====== EXTRACTED INFORMATION ======

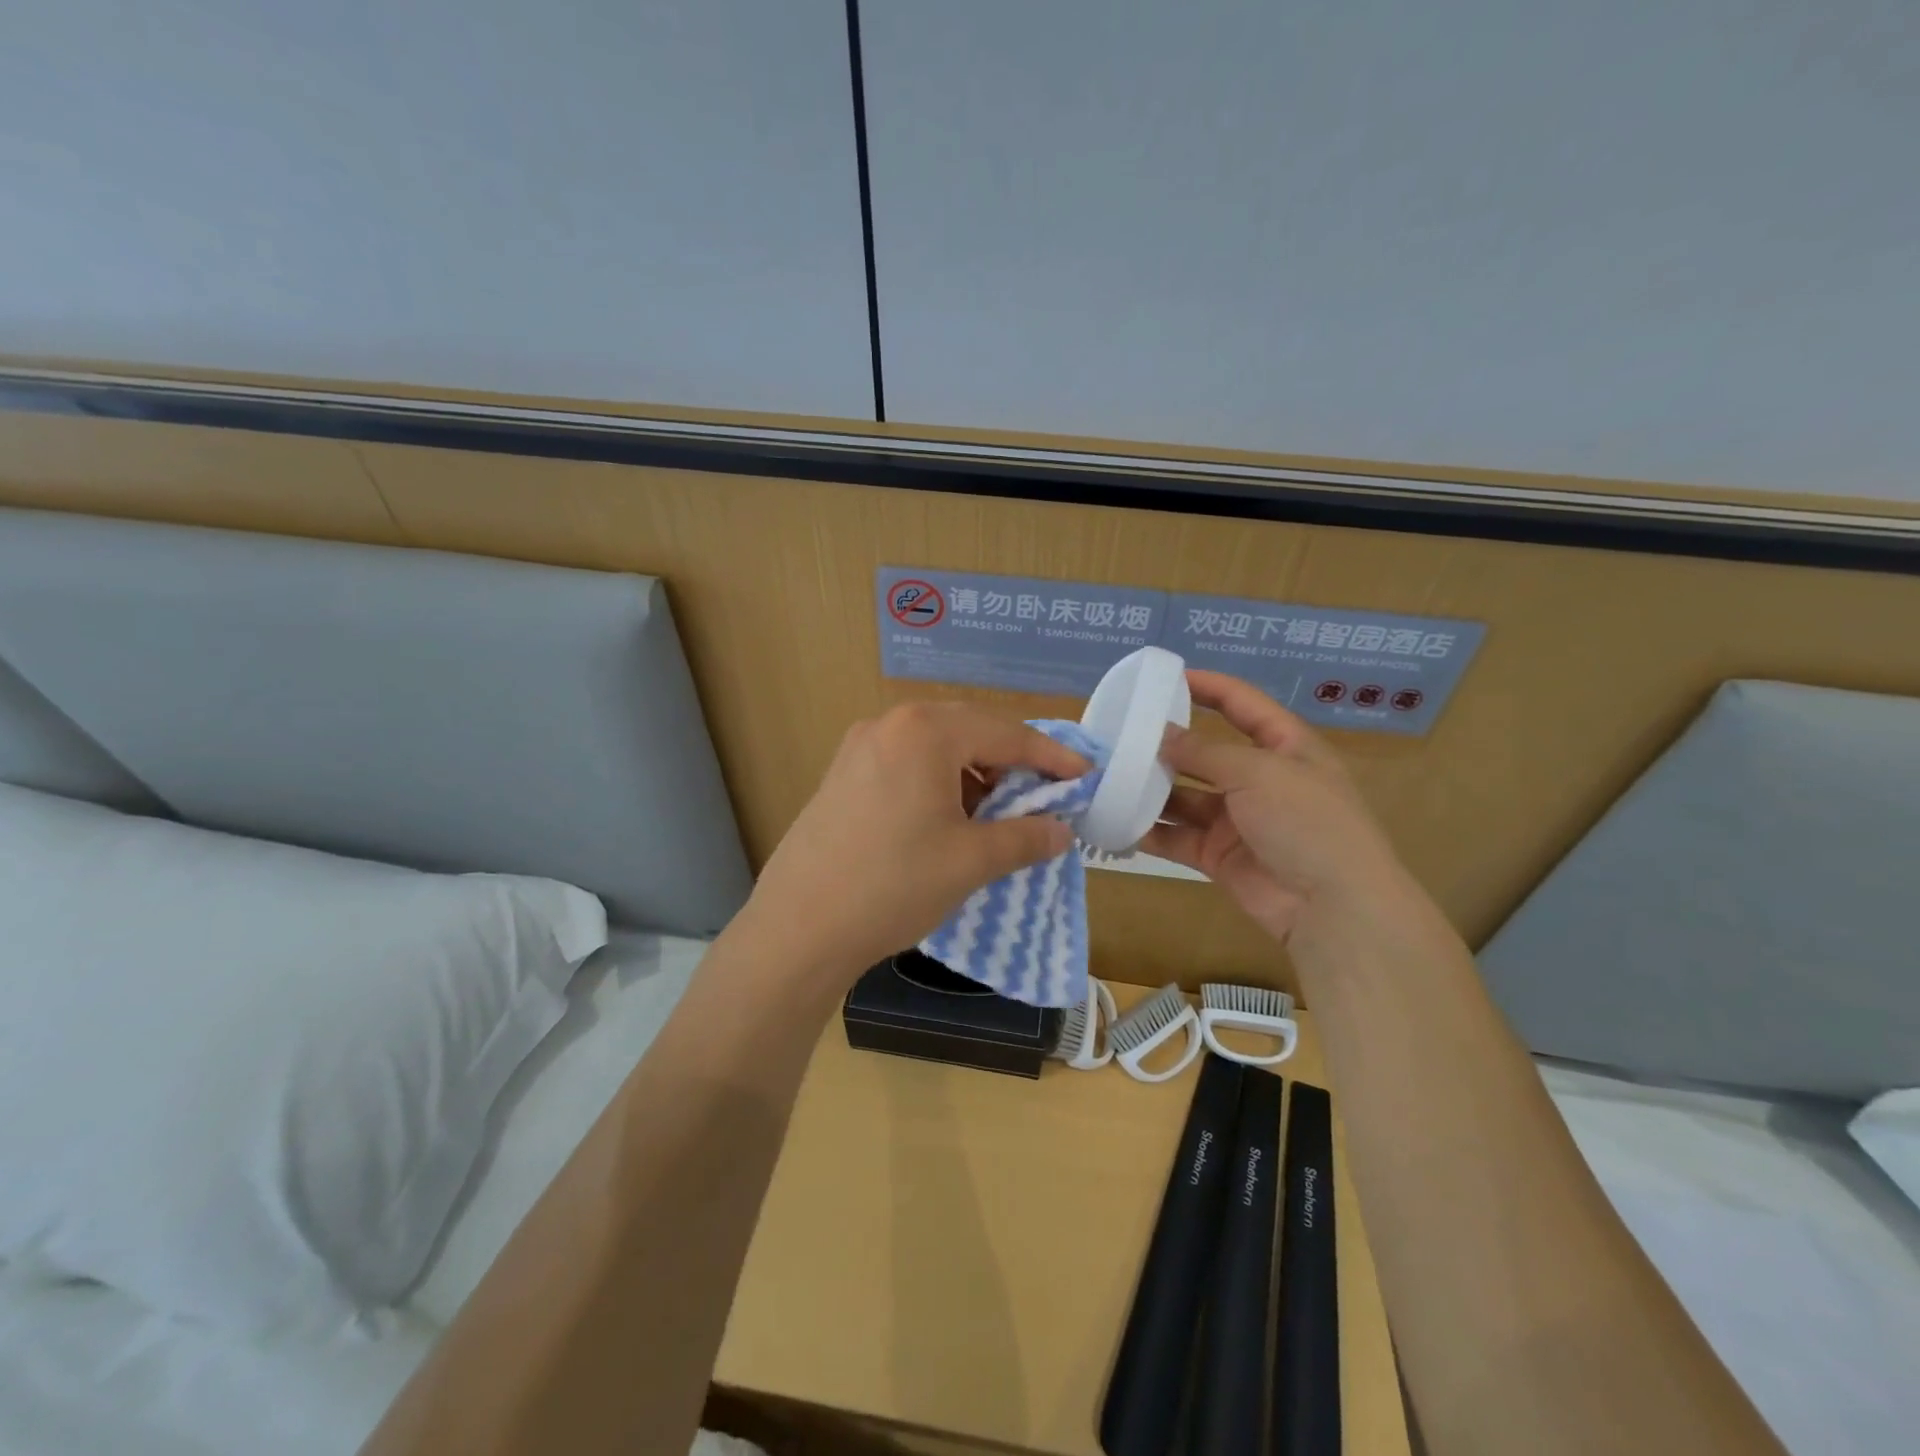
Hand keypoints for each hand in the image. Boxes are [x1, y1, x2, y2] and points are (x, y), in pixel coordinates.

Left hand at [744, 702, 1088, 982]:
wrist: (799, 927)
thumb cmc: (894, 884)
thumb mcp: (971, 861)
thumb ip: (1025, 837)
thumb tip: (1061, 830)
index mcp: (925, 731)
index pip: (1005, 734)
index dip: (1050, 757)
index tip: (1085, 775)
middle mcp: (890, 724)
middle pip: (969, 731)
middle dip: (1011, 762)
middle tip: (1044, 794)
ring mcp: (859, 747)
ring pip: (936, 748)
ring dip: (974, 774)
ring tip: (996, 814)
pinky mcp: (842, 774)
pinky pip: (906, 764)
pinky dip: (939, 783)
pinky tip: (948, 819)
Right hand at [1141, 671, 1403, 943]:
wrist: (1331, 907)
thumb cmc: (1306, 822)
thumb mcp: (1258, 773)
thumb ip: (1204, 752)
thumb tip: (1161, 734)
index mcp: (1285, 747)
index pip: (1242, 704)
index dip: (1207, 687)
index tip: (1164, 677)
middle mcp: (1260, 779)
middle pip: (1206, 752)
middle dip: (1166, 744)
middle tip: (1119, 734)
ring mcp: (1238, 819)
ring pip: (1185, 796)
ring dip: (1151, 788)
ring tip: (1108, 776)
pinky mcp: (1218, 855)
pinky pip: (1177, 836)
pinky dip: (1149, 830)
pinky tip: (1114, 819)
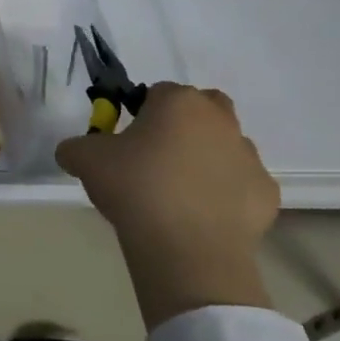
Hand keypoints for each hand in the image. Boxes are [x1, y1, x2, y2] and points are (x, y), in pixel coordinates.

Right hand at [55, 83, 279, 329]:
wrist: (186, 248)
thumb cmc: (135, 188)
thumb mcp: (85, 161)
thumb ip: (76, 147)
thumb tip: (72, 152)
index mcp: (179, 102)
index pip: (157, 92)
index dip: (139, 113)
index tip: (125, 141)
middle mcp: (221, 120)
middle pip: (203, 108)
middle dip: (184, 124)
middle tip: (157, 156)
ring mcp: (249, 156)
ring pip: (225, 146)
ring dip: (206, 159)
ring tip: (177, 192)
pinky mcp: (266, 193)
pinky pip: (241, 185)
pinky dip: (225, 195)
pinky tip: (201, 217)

======

WHAT TO PRODUCE – Copy the records exactly as they appear, leaving every picture out.

SOLUTION –
Hand keypoints for each hand in the image. Boxes are [x1, y1, x2, y2] and points are (x, y), in pixel coordinates.

Left hand at [744, 702, 1088, 982]:
wrist: (799, 927)
thumb cmc: (894, 884)
thumb mcp: (971, 861)
thumb ip: (1025, 837)
thumb tip: (1061, 830)
index mcp: (925, 731)
index pip: (1005, 734)
index dip: (1050, 757)
index tip: (1085, 775)
middle mcp: (890, 724)
middle pip: (969, 731)
middle dip: (1011, 762)
middle tip: (1044, 794)
ring mcp: (859, 747)
ring pip: (936, 748)
ring dip: (974, 774)
ring tip: (996, 814)
pinky mcp: (842, 774)
pinky pip: (906, 764)
pinky dip: (939, 783)
pinky tip: (948, 819)
Right hand at [1141, 671, 1403, 943]:
wrist: (1331, 907)
thumb cmc: (1306, 822)
thumb mcp: (1258, 773)
thumb ip: (1204, 752)
thumb tip: (1161, 734)
index mcp: (1285, 747)
index pip: (1242, 704)
index dip: (1207, 687)
index tip: (1164, 677)
middle mcp: (1260, 779)
middle pip: (1206, 752)
middle dip: (1166, 744)
middle tip: (1119, 734)
ring mcp: (1238, 819)
ring pip: (1185, 796)
ring dip: (1151, 788)
ring tip: (1108, 776)
pinky mcp: (1218, 855)
pinky pip: (1177, 836)
pinky dip: (1149, 830)
pinky tip: (1114, 819)
Hand keypoints for each hand in the image. Boxes are [x1, y1, x2, y2] and points are (x, y), in pixel coordinates.

Right hand at [55, 83, 279, 329]:
wrist: (186, 248)
thumb cmc: (135, 188)
thumb mcp: (85, 161)
thumb ip: (76, 147)
thumb tip: (72, 152)
index mcp: (179, 102)
index pip: (157, 92)
index dip: (139, 113)
index tip: (125, 141)
middle mcp: (221, 120)
middle pip: (203, 108)
middle dip: (184, 124)
middle tip: (157, 156)
ring mcp: (249, 156)
ring pip: (225, 146)
ring dip: (206, 159)
ring tip: (177, 192)
pinky mcp: (266, 193)
pinky pip: (241, 185)
pinky dip: (225, 195)
pinky tip: (201, 217)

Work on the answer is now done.